The general election is drawing nearer and media houses are trying to put their best feet forward as they brace themselves for August 9. For effective coverage before, during and after the general election, a lot of things should be considered and done. Journalists need the best and proper working tools and equipment, training, and reskilling, mentorship, funding and security during this period.
For the proper functioning of democracy, journalists come in handy to exercise their indispensable role to the masses as the “watchdogs”. As we approach the general election, it’s the duty of the journalists to conduct an uninhibited examination of the successes and failures of the candidates, the current government as well as the Independent Electoral and Boundaries Commission and apprise the public on how effective these people and institutions have performed and hold them accountable.
This will require journalists to be constantly active and spend most of their time on the ground interacting with the public, candidates and electoral institutions hence requiring a lot of support. This is already happening.
While on the ground, journalists will need adequate security for themselves and their equipment. The freedom of journalists, especially during the electioneering period, is always in jeopardy. This is the time some will be abducted, harassed, intimidated and forced to back down.

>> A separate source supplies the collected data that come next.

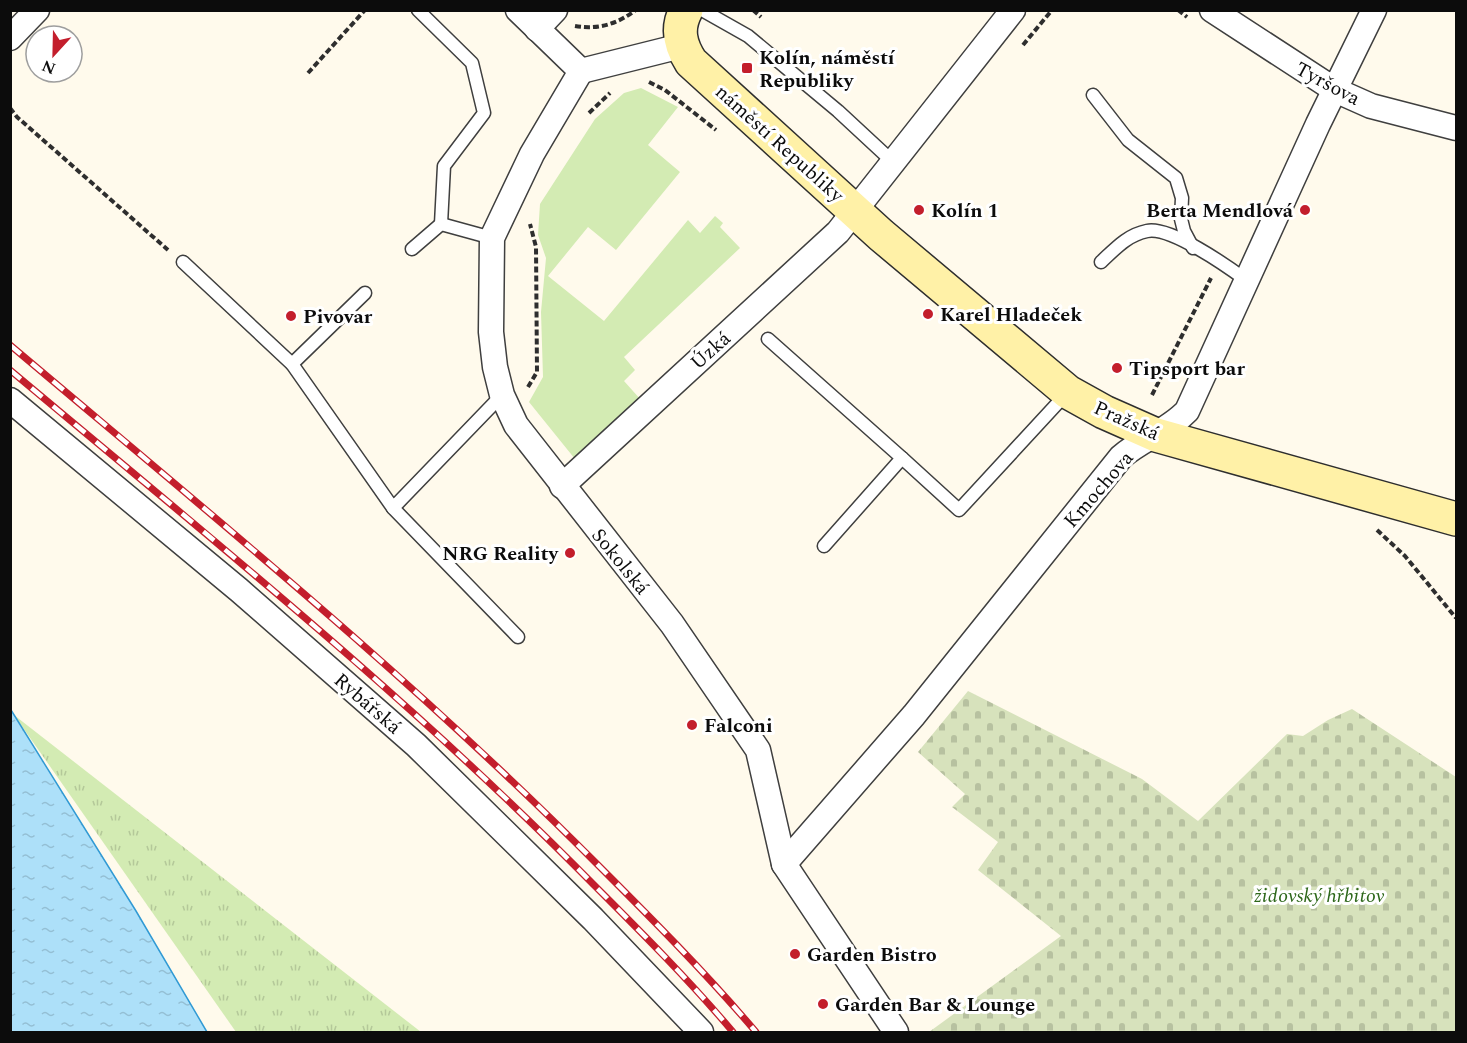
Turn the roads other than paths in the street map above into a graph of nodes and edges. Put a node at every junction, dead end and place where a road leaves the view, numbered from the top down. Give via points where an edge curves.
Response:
1 (37, 10) edge
2 (418, 10) edge
3 (518, 10) edge
4 (686, 10) edge
5 (702, 10) edge
6 (1013, 10) edge
7 (1212, 10) edge
8 (1374, 10) edge
9 (554, 11) edge
10 (537, 29) junction
11 (10, 38) edge
12 (681, 46) junction
13 (581, 71) junction
14 (1335, 90) junction
15 (1093, 95) dead end
16 (1456, 128) edge
17 (893, 162) junction
18 (855, 211) junction
19 (441, 224) junction
20 (492, 238) junction
21 (1194, 248) junction
22 (412, 249) dead end
23 (183, 262) road end
24 (1101, 262) dead end
25 (1246, 280) junction
26 (365, 293) dead end
27 (768, 339) dead end
28 (292, 364) junction
29 (1068, 392) junction
30 (512, 394) junction
31 (10, 400) edge
32 (1156, 435) junction
33 (902, 458) junction
34 (562, 486) junction
35 (393, 508) junction
36 (1456, 519) edge
37 (824, 546) dead end
38 (518, 637) dead end
39 (784, 864) junction
40 (701, 1032) edge
41 (896, 1032) edge

1 - 11 street
2 - 19 lane via 472,63 484,113 444,166
3 - 10 street
4 - 12 street via 680,21
5 - 17 lane via 748,36
6 - 17 street, náměstí Republiky
7 - 14 street, Tyršova
8 - 14 street, Kmochova
9 - 10 street
10 - 13 street
12 - 13 street
12 - 18 street, náměstí Republiky via 697,68
13 - 20 street, Sokolská via 532,154
14 - 16 street, Tyršova via 1371,105
14 - 25 street, Kmochova
15 - 21 lane via 1128,140 1176,178 1184,231
17 - 18 street, náměstí Republiky
18 - 29 street, Pražská
18 - 34 street, Úzká via 838,232
19 - 20 lane
19 - 22 lane
20 - 30 street, Sokolská via 491,332
21 - 24 lane via 1165,232 1148,230 1126,239
21 - 25 lane
23 - 28 lane
25 - 32 street, Kmochova via 1187,411
26 - 28 lane
27 - 33 lane
28 - 35 lane
29 - 32 street, Pražská
29 - 33 lane via 959,510
30 - 34 street, Sokolská via 516,425
30 - 35 lane
31 - 40 street, Rybářská via 239,590 416,745
32 - 36 street, Pražská
32 - 39 street, Kmochova via 1121,457 914,715
33 - 37 lane
34 - 39 street, Sokolská via 672,624 758,750
35 - 38 lane
39 - 41 street, Sokolská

All these will hinder them from delivering credible coverage to the public. All this harm is done as a way of silencing the truth. One of the ways of protecting journalists, especially from online harassment, is by condemning the vice and taking stern action against those propagating such.
Nevertheless, media houses and media owners will need to allocate funds to facilitate their journalists as they undertake their roles while on the ground. These journalists will need accommodation, transportation, and any other support that will make a difference.
Research conducted recently shows that 901 female journalists from 125 countries still experience “unprecedented levels” of cyber bullying. Mind you, these online bullying ranges from inventiveness, hate speech from sexists physical harm, violence, online trolling, rape, or to some extent even murder.
During the electioneering period, protecting female journalists will enable them to execute their roles effectively without fear.
Lastly, journalists play an essential part in keeping the public informed about current issues and raising awareness of various matters in society. Politics and elections, in general, pose a great challenge to journalists, putting their fairness and objectivity to a great test.
Therefore, journalists are prompted not to be used as a mouthpiece for anyone in government, the government, or any politician but instead inform the public, educate them, and act neutral and with utmost objectivity for the sake of a free, fair, and credible debate from all perspectives.